枯草すら見せず、残っているのは瓦礫の山だけ。
波が、行ったり来たり、ゆらゆらしている。
波打ち際には泡が生まれて、
また消しながら流れ去っていく。
それの繰り返し。
「英二」
「あ、不二ぃ!」
呼ばれて振り返ると、
そこには仲の良いクラスメイト。
笑顔を向けると、近くに歩み寄ってきた。
「何やってるの、こんなところで」
「うんにゃ」
もう一度河の方へ視線を向けて。
それで説明した。
「水が減ってるなって思って」
「そうだね」
「この前なんか、あそこら辺にヒマワリ咲いてたんだぜ?」
記憶に当たる辺りを指差した。
へー、と不二は相槌を打った。
「なんかさ、凄いなーって思って」
「どうして?」
「だって、瓦礫の中だよ?それなのに、よく頑張ったよなーって」
手摺に肘を突いて顎を乗せた。
波打ち際を見る。
ゆらゆら、泡が生まれたり消えたりしてる。
「…それでも、今は何も残らないんだよね」
「うん、そだね」
ザァ……ザァ……。
波の音が聞こえる。
カモメが飛んでる。
「それで幸せだったのかな、ヒマワリは」
「―――」
不二がそんなこと言い出すなんて珍しいの、って思ってたら、
こんなこと言うなんて僕らしくないね、って笑った。
「ヒマワリの考えてることなんて、勿論分からないんだけどさ」
「うん……でも、オレもなんとなく分かるよ!その気持ち」
ぐるんと不二の方に顔を向けて同調の意を示した。
「瓦礫の中でもさ、頑張って咲いたのに。
それなのに…最後には全部消えちゃうなんて……」
悲しいね。
その言葉は心の中で呟いた。
きっと不二の心の中でも似たような言葉が唱えられてる。
「…だけど、結局生き物って全部そうなんだ」
「不二?」
「後世に功績を残すとか、歴史に名を刻むとか言ってもさ」
…なんだろ。
よく分からないけど…
不二、悲しそう。
「結局、最後には何も残らないんだよ」
口を開いた、けど、
何も言うことが浮かばなかったので閉じた。
波打ち際を見る。
泡が生まれたり消えたりしてる。
ゆらゆら、ゆらゆら揺れながら。
そういうことなのかな。
いくらその時頑張ったって、
最後には何も残らないのかな。
だけど…だけどさ。
「確かに、物は残らないかもしれない」
「―――」
「でもさ、ヒマワリがそこに咲いてたってこと、少なくともオレは知ってる」
不二がこっちを見てるのを知ってる。
だけどオレはそっちを向かなかった。
空を見上げた。
カモメが飛んでる。
太陽が眩しい。
「頑張れば、きっと誰かが見ていて、覚えていてくれるんだよ」
それだって、いつかは、消えてしまうかもしれないけど。
だけどオレは、永遠なんて要らない、知らないから。
だからそれでいいんだ。
「細くて弱々しかったんだけどね…でも、眩しかったよ、ヒマワリ」
そういって不二の方を見た。
不二は呆然としていたけど、
オレが笑うと、向こうも笑った。
揺れる波際 夢の様
瓦礫の向日葵 泡へと消える
その姿 もたらす物 全て
消えていく 然し 残っている
36は友情で。

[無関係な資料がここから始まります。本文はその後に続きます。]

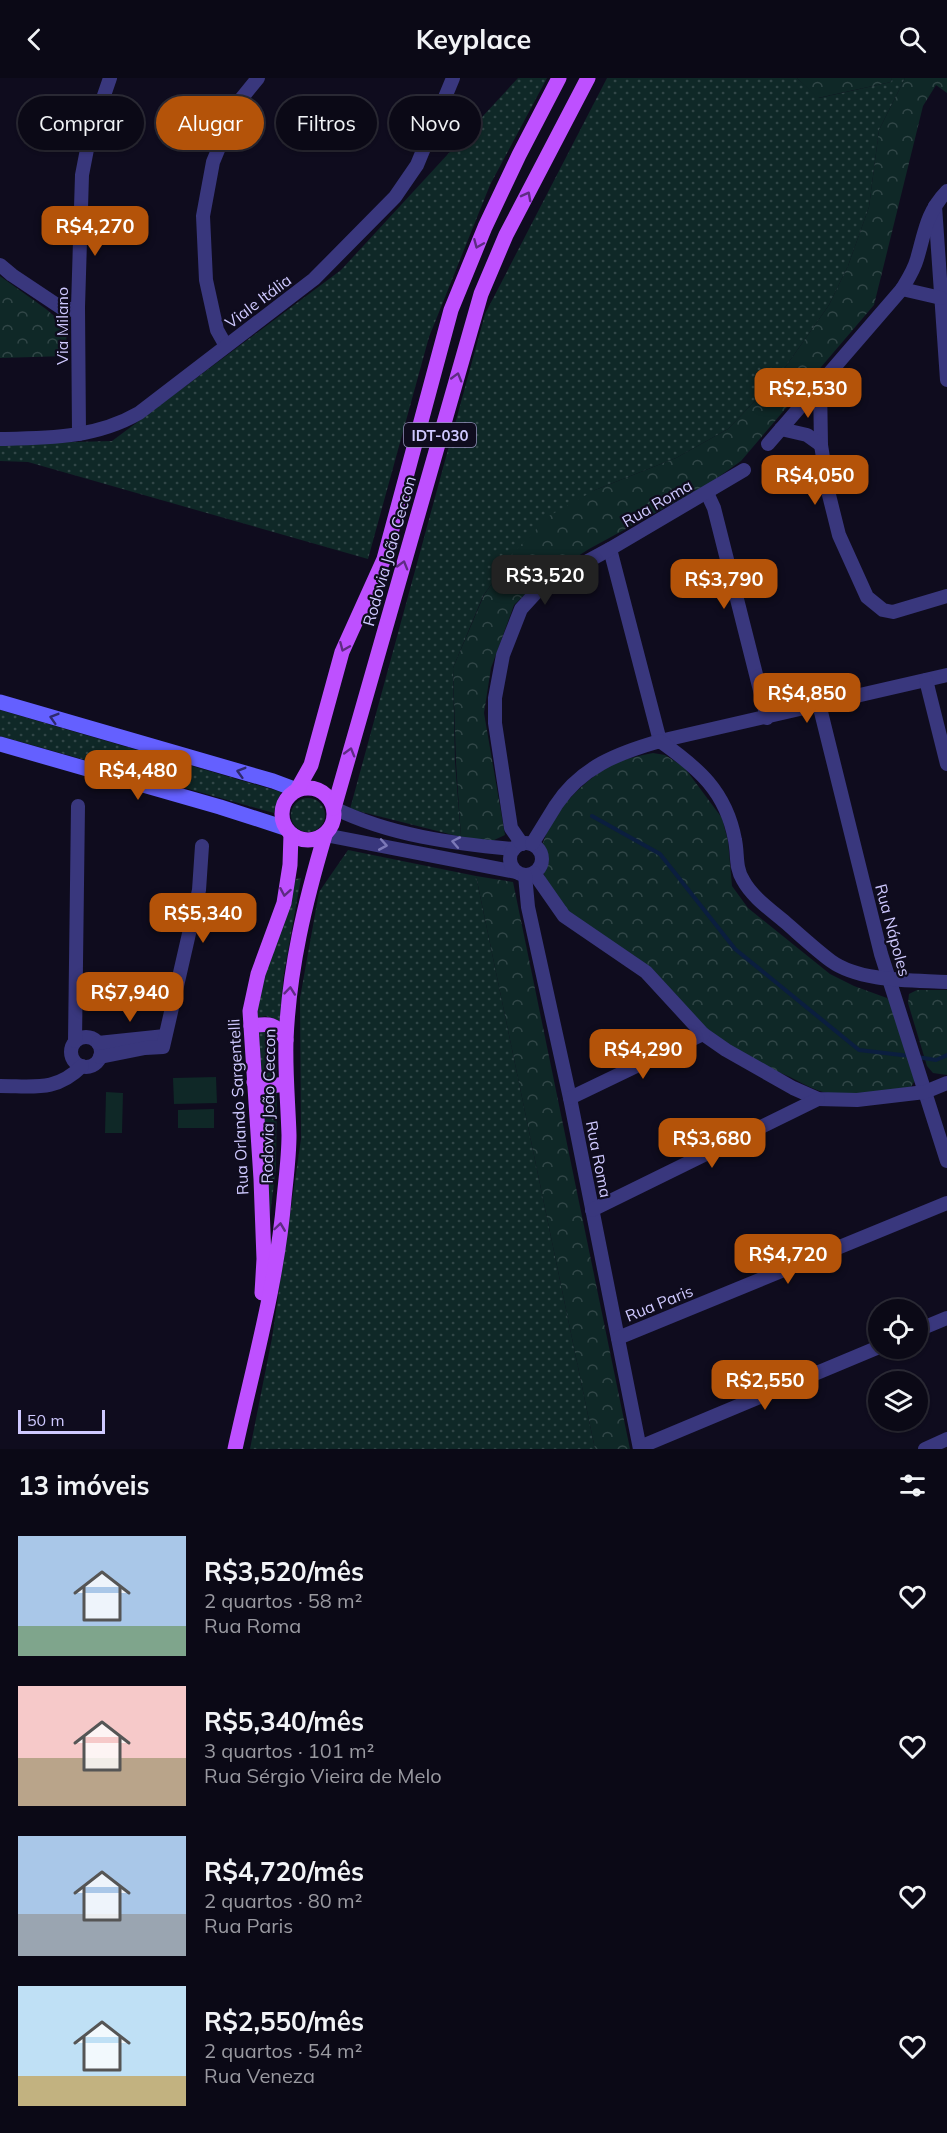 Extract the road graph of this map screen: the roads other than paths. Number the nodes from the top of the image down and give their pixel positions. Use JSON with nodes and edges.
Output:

よっしゃ、ホモじゃない。(何)
半分実話。ライン河流域の瓦礫の中に一本だけ向日葵が咲いてて。
それが妙に印象に残ったので書いてみた。
最後の詩は英語にすると脚韻(ライム)踏んでます。
(stream,dream/rubble,bubble/looking,bring,everything/again,remain)
日本語にすると普通に普通なんだけどね。